The kidnapping happens almost by accident: Johnny and his boys are driving through Zack’s San Fernando neighborhood when they find him along the roadside, having slipped out his bedroom window to avoid a confrontation with his parents (mom has discovered a bong in the house). Johnny, along with Frankie (Justin Timberlake) and Tiko (Fernando Vargas), snatch Zack and haul him home, where they think they can hold him for ransom, though they don’t actually tell Jake what they’re doing until later. Their community of wannabe gangsters is small enough, however, that word spreads quickly. Jake, so jacked up that he can’t see straight, only resents the sign of aggression, and refuses to make a deal. This as he sits in the kitchen with his stepmom as she frets over her beloved boy’s disappearance.
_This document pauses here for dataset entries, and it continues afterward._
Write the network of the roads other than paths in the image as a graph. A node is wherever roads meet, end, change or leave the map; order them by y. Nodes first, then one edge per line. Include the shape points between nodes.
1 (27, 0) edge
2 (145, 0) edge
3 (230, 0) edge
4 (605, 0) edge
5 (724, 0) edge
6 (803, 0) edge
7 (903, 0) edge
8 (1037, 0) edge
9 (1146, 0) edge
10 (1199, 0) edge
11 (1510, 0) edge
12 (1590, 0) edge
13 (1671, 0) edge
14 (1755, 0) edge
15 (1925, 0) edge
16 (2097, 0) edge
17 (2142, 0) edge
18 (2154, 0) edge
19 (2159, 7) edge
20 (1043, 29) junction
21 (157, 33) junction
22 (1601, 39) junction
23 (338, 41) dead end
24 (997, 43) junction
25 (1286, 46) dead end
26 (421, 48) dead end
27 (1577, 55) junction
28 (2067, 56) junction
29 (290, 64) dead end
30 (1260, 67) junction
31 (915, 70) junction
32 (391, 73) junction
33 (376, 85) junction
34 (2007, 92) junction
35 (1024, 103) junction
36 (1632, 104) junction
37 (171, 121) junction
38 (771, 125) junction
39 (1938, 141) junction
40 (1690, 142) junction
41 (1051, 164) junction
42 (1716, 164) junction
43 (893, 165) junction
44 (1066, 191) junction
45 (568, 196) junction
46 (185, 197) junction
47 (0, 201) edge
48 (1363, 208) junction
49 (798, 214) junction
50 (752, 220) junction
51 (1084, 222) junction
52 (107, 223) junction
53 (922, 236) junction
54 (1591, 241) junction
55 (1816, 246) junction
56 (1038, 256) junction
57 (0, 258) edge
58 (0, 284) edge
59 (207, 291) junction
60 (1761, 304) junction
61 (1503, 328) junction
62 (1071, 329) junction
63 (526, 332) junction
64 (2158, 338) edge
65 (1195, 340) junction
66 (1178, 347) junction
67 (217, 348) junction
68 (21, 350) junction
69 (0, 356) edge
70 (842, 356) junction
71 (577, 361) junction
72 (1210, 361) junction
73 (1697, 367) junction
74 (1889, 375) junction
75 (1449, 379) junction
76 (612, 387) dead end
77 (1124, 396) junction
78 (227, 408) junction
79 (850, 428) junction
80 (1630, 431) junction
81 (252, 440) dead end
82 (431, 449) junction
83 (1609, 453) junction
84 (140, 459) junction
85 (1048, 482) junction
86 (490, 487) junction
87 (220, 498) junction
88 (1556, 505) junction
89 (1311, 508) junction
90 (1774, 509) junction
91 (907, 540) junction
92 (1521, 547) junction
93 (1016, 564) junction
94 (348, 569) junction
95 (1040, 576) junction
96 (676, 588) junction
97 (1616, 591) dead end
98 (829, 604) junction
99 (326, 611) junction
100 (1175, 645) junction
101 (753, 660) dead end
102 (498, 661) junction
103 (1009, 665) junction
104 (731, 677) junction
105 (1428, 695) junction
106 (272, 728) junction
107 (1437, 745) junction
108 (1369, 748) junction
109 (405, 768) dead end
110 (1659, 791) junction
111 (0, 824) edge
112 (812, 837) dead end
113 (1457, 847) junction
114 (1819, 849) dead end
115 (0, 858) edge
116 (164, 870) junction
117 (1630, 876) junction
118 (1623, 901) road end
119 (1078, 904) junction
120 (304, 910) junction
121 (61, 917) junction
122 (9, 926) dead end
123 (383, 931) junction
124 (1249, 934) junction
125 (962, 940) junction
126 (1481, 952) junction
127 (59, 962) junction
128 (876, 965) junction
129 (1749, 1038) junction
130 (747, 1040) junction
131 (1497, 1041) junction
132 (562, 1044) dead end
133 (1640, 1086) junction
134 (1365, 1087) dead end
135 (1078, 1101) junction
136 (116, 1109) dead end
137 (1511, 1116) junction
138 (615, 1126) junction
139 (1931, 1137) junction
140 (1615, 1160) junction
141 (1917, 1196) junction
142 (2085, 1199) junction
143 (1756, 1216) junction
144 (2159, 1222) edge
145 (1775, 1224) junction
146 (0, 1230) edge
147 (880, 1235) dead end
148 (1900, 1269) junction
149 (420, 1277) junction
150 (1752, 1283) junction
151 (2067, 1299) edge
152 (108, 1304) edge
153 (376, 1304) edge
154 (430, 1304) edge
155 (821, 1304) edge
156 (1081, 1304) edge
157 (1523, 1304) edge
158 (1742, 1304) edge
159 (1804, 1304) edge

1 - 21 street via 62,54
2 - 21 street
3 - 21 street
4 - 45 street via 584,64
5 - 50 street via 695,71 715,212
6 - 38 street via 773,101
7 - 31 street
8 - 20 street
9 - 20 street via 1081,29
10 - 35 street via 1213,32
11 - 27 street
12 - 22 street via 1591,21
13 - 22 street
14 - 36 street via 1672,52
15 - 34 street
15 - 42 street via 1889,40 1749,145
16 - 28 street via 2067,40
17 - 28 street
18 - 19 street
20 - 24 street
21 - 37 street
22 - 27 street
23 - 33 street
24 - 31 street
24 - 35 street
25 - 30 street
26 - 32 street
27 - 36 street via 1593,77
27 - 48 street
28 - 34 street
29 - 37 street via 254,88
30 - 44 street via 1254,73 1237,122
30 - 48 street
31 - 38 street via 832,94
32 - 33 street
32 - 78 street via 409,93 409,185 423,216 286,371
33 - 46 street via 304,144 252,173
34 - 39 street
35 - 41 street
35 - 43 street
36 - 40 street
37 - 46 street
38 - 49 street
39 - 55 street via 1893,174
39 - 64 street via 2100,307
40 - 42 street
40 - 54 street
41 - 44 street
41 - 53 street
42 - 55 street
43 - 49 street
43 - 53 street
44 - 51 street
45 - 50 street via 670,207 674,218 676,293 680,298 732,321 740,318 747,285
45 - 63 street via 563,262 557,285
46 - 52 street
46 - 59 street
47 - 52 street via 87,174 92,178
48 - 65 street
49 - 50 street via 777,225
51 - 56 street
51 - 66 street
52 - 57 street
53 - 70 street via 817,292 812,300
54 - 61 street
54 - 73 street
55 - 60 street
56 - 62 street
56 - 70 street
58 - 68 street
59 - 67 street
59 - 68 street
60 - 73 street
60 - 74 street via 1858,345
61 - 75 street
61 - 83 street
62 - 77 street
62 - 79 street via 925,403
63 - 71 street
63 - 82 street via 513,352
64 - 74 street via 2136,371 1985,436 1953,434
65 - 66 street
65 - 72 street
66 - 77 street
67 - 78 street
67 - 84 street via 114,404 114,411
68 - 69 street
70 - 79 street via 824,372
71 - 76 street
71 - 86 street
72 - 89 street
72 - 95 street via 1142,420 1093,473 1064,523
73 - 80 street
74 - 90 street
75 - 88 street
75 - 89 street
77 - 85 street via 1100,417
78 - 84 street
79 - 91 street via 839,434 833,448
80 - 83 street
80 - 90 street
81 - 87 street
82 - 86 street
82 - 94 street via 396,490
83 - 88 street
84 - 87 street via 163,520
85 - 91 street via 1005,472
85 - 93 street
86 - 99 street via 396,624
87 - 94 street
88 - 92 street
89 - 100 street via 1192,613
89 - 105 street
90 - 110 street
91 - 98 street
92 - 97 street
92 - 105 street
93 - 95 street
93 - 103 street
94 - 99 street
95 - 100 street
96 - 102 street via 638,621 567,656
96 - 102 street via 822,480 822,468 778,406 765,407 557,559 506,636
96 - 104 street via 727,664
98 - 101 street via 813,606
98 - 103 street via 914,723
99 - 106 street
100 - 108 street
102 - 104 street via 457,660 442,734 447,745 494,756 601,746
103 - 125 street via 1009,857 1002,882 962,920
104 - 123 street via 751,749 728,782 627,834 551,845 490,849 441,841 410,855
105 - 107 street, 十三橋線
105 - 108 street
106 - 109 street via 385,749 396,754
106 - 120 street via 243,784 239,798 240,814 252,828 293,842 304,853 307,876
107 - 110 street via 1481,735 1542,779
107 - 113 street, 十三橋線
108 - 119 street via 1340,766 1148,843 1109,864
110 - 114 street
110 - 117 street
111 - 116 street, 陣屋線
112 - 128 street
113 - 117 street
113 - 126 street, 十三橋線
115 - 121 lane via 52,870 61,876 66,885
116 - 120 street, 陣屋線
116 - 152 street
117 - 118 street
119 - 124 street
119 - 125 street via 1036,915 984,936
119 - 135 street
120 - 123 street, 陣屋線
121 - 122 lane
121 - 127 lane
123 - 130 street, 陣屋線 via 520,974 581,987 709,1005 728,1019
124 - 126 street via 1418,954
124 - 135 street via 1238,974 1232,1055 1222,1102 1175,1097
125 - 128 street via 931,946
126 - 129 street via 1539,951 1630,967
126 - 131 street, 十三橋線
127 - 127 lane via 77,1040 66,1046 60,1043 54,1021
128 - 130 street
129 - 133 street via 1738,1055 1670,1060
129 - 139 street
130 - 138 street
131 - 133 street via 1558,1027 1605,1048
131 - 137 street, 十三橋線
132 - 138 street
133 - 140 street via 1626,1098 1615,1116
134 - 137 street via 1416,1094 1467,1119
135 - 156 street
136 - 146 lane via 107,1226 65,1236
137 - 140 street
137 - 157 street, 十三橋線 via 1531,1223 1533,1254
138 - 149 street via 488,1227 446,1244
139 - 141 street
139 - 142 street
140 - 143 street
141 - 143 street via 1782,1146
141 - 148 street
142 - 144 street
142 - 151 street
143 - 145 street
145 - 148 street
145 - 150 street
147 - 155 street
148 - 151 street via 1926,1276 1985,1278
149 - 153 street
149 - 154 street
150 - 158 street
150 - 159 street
All this leads to three days of awkward indecision, as Johnny and various hangers-on smoke pot and cigarettes, drink beer, and watch hip-hop “gangsta” videos (one called “Guns & Bitches” features shotgun blasts and bloody spurts, heavy-handed and hardly typical fare on self-censoring music television). They also party and have sex with assorted, mostly blond and vacant-seeming girls, only one of whom — Susan (Dominique Swain) — raises any question about the fact that they have a “stolen boy” at the house. For his part, Zack foolishly goes along, not taking opportunities offered him by Frankie to go home, as he believes his abduction will help his brother sort himself out; in addition, he’s pleased that pretty Julie (Amanda Seyfried) likes him enough to help him lose his virginity.
The film thus identifies a limited range of possible “reasons” for the murder, most having to do with ignorance, by the victim, the aggressors, the parents, and the 30 some “witnesses,” numbered on screen as they speak to Zack or merely pass through a scene, unaware of the situation, distracted, or just disinterested. Any of these players might have changed the event, had he or she spoken out. Johnny goes so far as to call a lawyer to ask about the consequences of kidnapping, taking the answer (“You’re looking at life!”) as an indication that he has no option but to kill Zack.
According to the film, this ridiculous decision appears determined by Johnny’s exposure to those bad rap videos and his lineage: not only does Sonny admire his son’s business sense, but Johnny is also encouraged to strut by Sonny’s mentor Cosmo (Harry Dean Stanton). “You chasin’ tail?” Cosmo asks Johnny, licking his lips. (This scene takes place at a baseball field, where Sonny and Cosmo stand on one side of a chainlink fence, Johnny on the other, and yes, it’s a mighty metaphor). When he hears that Johnny might have a steady girl, Cosmo dismisses the very idea: “Men are not supposed to be monopolis,” he advises. “Plow some fuckin’ fields, you fuckin’ fruitcake.” Boys are trained to be boys. Check.
As quick and scandalous as it tries to be, Alpha Dog appears oddly taken with its subjects, even as it condemns them vigorously. On one level, the absence of interrogation parallels the boys’ own incapacity for insight, but on another, it only seems to replicate their infatuation with “exciting” media imagery. Resolved to show off their vaunted hypermasculinity, they’re unable to communicate, relying on obscenities and rap lyrics to approximate what they mean. The film’s most resonant insight — not a new one — is that the boys’ mutual violence and abuse form a sort of intimacy. No matter what else they miss, they understand their own fearfulness and disloyalty.